More About the Author

Bernard Cornwell was born in London, raised in Essex, and now lives mainly in the USA with his wife. In addition to the hugely successful Sharpe novels, Bernard Cornwell is the author of the Starbuck Chronicles, the Warlord trilogy, the Grail Quest series and the Alfred series.

Product Description

Review

‘Sharpe and his creator are national treasures.' Sunday Telegraph

'Bernard Cornwell is a literary miracle. Year after year, hail, rain, snow, war and political upheavals fail to prevent him from producing the most entertaining and readable historical novels of his generation.' Daily Mail

'Cornwell's narration is quite masterly and supremely well-researched.' Observer
‘The best battle scenes of any writer I’ve ever read, past or present.
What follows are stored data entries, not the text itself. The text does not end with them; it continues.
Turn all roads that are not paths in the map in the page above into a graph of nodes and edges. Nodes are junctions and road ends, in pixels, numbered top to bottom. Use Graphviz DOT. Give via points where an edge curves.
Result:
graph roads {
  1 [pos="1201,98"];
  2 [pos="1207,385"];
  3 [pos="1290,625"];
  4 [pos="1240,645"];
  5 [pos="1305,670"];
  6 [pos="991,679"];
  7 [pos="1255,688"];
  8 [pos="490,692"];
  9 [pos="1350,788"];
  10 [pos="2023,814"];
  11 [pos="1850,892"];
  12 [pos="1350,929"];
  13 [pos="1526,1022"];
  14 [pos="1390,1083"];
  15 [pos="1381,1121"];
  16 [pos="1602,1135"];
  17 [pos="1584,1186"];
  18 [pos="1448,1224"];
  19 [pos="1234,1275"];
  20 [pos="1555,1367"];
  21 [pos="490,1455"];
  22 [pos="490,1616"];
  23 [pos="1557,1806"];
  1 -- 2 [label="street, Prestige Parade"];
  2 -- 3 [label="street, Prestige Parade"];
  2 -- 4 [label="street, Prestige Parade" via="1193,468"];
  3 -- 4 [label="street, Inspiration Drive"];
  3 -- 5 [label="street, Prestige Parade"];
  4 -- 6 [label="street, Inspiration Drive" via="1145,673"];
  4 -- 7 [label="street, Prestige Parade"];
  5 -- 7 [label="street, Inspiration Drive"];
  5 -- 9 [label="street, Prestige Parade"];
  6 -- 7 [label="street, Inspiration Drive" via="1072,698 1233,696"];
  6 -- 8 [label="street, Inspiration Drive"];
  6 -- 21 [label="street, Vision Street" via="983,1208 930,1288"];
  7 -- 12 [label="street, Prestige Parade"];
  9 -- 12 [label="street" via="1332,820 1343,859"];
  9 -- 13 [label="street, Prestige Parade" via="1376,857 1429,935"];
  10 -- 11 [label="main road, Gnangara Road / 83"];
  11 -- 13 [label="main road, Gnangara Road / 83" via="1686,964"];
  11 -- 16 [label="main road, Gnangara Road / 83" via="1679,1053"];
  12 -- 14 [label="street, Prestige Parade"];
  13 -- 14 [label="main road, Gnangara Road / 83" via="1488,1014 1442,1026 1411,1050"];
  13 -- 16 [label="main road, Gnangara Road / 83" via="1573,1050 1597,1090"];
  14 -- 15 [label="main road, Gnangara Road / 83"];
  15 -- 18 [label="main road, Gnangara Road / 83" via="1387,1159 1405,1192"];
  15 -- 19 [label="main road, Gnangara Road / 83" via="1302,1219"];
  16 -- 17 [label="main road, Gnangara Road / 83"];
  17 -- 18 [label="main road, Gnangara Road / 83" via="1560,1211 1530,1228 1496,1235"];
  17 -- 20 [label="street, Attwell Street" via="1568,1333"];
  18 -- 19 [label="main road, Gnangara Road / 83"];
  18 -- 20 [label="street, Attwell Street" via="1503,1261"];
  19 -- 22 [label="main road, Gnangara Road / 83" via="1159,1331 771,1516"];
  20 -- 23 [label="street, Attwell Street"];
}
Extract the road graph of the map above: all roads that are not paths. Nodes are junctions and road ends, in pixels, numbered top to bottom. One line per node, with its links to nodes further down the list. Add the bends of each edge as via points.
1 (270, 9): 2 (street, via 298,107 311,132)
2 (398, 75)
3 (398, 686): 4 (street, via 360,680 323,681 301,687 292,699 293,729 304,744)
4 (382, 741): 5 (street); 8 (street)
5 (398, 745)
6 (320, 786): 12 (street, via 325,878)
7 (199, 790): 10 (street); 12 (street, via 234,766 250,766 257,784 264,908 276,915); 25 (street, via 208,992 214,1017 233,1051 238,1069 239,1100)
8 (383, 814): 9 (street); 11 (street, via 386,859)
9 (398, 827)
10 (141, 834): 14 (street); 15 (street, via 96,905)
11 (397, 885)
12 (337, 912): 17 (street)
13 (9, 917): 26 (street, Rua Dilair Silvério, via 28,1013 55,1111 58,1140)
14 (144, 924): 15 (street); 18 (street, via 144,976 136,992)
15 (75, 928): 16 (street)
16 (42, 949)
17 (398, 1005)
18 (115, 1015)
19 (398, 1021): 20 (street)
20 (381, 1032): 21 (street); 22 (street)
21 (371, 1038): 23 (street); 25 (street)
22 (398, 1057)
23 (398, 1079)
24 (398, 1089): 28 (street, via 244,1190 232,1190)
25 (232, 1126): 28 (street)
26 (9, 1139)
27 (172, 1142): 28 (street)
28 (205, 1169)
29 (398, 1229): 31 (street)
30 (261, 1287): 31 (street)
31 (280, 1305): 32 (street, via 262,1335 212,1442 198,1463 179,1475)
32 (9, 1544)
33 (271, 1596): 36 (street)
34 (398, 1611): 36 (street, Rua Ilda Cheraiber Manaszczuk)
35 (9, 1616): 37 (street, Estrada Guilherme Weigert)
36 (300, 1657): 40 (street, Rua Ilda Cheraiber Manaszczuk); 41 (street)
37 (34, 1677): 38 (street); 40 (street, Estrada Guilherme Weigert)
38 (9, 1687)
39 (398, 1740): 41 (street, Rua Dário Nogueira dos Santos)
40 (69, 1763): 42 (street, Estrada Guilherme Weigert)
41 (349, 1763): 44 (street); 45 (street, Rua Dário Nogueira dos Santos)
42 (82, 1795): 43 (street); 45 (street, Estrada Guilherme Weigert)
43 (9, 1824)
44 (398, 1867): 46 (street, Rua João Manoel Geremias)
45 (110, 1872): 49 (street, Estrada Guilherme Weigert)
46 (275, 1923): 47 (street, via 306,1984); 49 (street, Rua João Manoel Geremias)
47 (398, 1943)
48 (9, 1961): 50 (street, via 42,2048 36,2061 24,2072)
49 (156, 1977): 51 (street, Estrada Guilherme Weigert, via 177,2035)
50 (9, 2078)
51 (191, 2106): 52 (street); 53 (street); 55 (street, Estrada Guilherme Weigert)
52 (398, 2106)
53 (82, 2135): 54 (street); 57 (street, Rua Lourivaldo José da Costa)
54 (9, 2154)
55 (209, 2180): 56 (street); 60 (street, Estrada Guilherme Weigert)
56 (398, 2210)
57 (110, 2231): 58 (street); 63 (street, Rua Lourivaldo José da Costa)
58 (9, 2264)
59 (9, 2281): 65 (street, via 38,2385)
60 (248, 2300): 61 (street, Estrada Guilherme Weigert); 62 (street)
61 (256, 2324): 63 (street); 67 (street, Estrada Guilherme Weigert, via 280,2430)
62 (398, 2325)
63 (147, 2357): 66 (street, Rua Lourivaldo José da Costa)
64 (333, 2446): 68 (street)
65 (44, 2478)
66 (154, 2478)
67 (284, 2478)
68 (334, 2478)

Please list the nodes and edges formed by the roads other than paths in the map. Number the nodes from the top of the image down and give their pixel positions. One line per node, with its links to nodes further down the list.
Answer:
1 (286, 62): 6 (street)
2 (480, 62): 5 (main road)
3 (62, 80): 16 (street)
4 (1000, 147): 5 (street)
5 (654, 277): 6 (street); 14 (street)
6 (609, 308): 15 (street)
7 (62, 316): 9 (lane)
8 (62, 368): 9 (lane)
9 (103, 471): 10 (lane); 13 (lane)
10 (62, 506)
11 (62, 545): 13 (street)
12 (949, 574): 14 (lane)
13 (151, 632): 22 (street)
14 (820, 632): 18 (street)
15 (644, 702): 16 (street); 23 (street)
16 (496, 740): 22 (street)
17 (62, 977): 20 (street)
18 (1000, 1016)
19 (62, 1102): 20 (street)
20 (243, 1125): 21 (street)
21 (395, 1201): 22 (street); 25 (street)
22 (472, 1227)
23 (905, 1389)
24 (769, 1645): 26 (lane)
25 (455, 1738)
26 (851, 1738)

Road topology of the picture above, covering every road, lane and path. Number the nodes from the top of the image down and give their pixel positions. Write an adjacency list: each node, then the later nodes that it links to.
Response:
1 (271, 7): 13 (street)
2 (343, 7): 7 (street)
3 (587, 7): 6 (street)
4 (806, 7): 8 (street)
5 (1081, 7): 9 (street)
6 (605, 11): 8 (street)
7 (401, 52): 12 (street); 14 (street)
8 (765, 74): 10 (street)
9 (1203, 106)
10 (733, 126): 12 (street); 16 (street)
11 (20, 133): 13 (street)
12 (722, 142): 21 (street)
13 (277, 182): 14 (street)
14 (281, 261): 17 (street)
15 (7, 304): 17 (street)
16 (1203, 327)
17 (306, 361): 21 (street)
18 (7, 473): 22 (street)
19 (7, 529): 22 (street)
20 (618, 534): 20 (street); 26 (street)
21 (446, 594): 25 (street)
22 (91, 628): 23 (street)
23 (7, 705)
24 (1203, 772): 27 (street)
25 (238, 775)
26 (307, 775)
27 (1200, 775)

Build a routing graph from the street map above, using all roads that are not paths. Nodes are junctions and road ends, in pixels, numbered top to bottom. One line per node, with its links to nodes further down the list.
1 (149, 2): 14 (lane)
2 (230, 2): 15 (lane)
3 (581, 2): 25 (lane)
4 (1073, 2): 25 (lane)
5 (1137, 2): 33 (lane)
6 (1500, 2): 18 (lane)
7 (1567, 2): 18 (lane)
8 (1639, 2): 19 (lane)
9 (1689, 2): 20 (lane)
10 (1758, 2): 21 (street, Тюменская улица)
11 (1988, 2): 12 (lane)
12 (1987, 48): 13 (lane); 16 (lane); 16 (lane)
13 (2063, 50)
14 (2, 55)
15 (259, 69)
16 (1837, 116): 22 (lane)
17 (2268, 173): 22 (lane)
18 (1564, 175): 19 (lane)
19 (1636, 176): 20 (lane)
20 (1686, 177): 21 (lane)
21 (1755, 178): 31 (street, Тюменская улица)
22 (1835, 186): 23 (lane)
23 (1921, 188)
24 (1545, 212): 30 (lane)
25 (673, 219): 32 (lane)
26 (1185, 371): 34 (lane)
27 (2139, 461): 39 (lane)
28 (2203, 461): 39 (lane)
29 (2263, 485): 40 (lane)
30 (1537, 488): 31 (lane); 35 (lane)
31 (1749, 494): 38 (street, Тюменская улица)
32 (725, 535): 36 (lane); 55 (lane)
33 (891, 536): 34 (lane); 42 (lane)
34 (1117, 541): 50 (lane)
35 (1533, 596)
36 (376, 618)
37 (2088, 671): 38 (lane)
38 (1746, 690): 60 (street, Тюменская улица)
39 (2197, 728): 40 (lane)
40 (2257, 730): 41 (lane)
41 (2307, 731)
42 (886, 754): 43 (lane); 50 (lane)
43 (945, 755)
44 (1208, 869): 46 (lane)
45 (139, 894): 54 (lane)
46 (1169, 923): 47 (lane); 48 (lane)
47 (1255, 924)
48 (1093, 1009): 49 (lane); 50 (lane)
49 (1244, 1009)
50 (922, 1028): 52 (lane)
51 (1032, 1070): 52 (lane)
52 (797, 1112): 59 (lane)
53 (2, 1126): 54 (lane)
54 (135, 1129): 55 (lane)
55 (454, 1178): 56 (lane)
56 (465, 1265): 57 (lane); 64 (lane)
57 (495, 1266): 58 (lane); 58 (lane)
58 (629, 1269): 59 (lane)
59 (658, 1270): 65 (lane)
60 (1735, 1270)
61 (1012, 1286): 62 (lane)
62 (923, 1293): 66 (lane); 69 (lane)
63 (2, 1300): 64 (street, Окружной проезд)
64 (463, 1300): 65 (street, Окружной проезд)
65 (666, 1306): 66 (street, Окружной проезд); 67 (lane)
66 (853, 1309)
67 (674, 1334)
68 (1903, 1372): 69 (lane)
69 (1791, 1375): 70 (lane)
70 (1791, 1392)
Cornwell really makes history come alive.’ George R.R. Martin

From the Back Cover

India, 1803. It is four years since Richard Sharpe earned his sergeant's stripes at the siege of Seringapatam, and four years in which Sharpe seems to have discovered the easiest billet in the British army. But that comfort is rudely shattered when he witnesses a murderous act of treachery by an English officer who has defected from the East India Company to join the mercenary army of the Mahratta Confederation commanded by the flamboyant Hanoverian, Anthony Pohlmann.

Sharpe is ordered to join the hunt for the renegade Englishman, a hunt that will take him deep into the enemy's territory where he will face temptations more subtle than he has ever dreamed of. And behind him, relentlessly stalking him, comes his worst enemy, the baleful, twitching Sergeant Obadiah Hakeswill who is determined to break Sharpe once and for all.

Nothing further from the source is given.